# DATA SUPPLIED:

════════

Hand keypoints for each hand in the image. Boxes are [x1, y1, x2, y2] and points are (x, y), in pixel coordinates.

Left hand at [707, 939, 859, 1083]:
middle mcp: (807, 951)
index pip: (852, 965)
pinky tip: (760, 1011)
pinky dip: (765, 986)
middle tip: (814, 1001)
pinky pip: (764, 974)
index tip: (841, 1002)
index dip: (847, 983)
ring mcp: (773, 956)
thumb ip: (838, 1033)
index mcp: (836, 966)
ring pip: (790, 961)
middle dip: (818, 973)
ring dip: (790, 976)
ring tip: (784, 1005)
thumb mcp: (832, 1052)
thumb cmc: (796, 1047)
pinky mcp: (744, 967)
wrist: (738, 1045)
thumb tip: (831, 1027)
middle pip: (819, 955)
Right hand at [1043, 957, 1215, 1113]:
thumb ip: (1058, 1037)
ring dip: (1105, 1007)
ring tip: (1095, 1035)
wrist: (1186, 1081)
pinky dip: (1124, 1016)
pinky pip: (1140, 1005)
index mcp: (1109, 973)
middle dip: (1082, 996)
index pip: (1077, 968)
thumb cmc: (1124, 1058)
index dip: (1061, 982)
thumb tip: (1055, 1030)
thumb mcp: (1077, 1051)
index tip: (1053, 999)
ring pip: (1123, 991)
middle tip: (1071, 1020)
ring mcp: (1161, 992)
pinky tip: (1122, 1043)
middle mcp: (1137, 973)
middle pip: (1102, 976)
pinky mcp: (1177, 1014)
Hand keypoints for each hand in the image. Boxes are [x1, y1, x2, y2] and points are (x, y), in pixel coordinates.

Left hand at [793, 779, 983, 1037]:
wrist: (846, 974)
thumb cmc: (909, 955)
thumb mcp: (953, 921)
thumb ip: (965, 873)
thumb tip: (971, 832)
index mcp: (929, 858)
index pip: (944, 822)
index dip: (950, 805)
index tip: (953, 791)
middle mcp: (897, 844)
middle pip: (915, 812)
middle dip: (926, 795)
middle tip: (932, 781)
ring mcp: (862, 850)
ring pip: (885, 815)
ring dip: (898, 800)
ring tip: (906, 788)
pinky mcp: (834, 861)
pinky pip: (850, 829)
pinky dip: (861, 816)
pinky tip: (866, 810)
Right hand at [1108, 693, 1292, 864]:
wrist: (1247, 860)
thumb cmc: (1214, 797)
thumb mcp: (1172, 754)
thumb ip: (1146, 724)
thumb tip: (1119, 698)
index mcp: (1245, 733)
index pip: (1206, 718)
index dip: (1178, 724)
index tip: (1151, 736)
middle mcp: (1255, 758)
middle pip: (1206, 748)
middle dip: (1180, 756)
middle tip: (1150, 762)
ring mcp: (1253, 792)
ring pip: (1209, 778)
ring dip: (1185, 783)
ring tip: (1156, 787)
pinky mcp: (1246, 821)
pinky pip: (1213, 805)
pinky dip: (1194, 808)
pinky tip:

════════

# YOUR TASK:
What lines in the records contain the word "hand"? Return each one.

# SOLVED EXERCISE:
Hand keypoints for each hand in the image. Boxes are [x1, y1, x2, y2] and points are (x, y), in pixel coordinates.
Left hand at [707, 939, 859, 1083]:
Right hand at [1043, 957, 1215, 1113]:
Hand keypoints for each hand in the image. Boxes are [x1, y1, x2, y2] and points are (x, y), in pixel coordinates.
Left hand at [793, 779, 983, 1037]:
Right hand at [1108, 693, 1292, 864]:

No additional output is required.